**About this task:** Only lines containing the string "pinky" belong in the answer; find them in the records and copy them.

**Records supplied:**
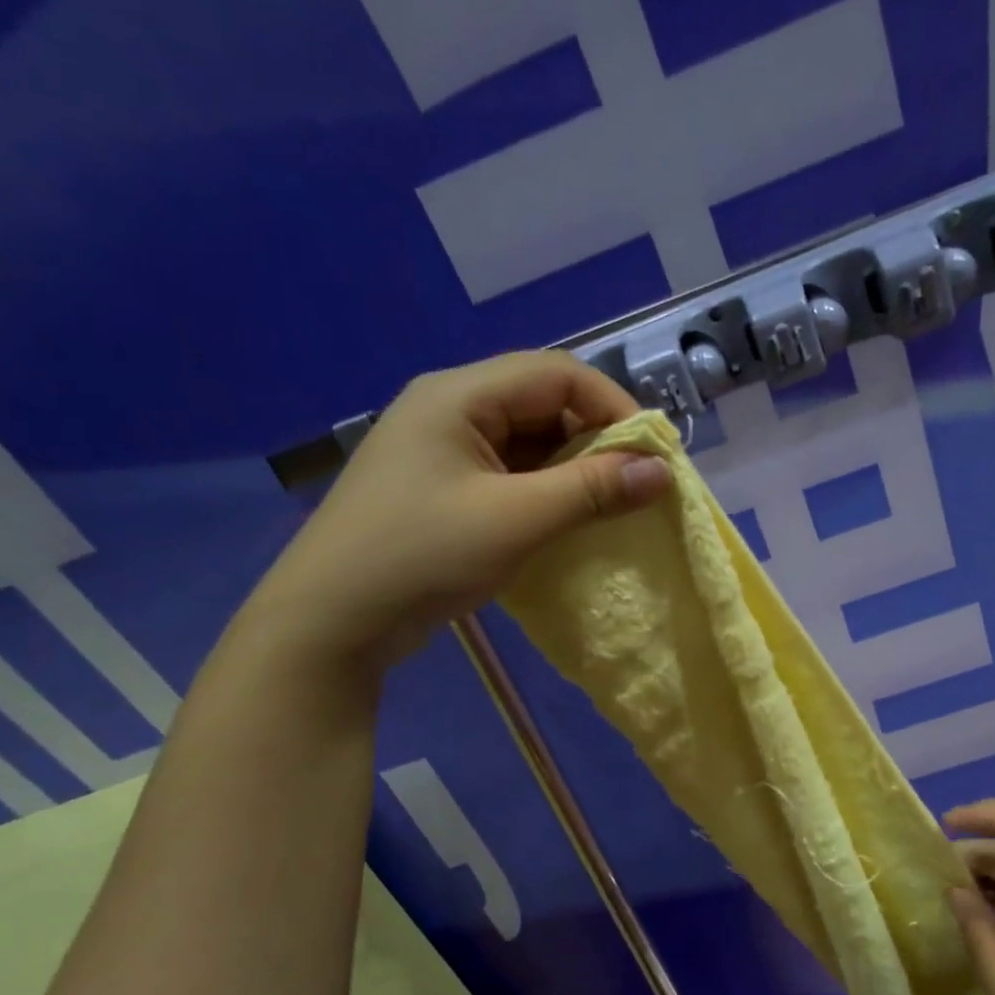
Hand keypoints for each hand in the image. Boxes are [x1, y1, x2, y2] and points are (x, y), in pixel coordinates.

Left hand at [239, 351, 671, 676]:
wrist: (332, 620)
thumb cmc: (422, 556)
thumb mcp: (516, 520)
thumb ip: (592, 491)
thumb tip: (662, 471)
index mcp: (460, 396)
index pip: (557, 373)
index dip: (614, 407)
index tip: (654, 456)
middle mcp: (451, 409)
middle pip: (543, 404)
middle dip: (597, 442)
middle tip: (635, 488)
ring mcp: (444, 451)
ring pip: (530, 443)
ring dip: (573, 471)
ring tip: (608, 509)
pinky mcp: (444, 489)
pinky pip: (510, 475)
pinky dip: (546, 493)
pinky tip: (566, 523)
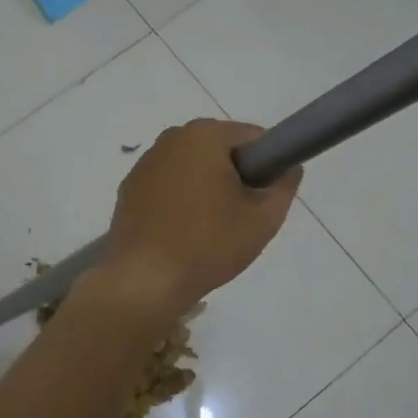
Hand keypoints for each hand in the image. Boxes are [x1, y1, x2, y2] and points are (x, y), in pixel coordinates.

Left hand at [98, 119, 300, 312]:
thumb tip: (288, 167)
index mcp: (203, 135)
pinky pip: (168, 186)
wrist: (145, 281)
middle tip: (241, 218)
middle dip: (236, 178)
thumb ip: (285, 185)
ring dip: (206, 189)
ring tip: (211, 230)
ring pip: (192, 169)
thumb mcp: (264, 218)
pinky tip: (182, 234)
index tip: (265, 198)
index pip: (253, 138)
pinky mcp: (129, 190)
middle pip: (220, 150)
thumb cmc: (209, 244)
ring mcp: (145, 164)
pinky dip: (180, 202)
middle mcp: (170, 139)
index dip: (268, 166)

**Task result:**
pinky mcp: (444, 489)
pinky pip: (510, 475)
pinky dip: (546, 493)
pinky tip: (566, 523)
pinky pip: (168, 186)
pinky tip: (182, 234)
pinky mcp: (129, 190)
pinky dip: (180, 202)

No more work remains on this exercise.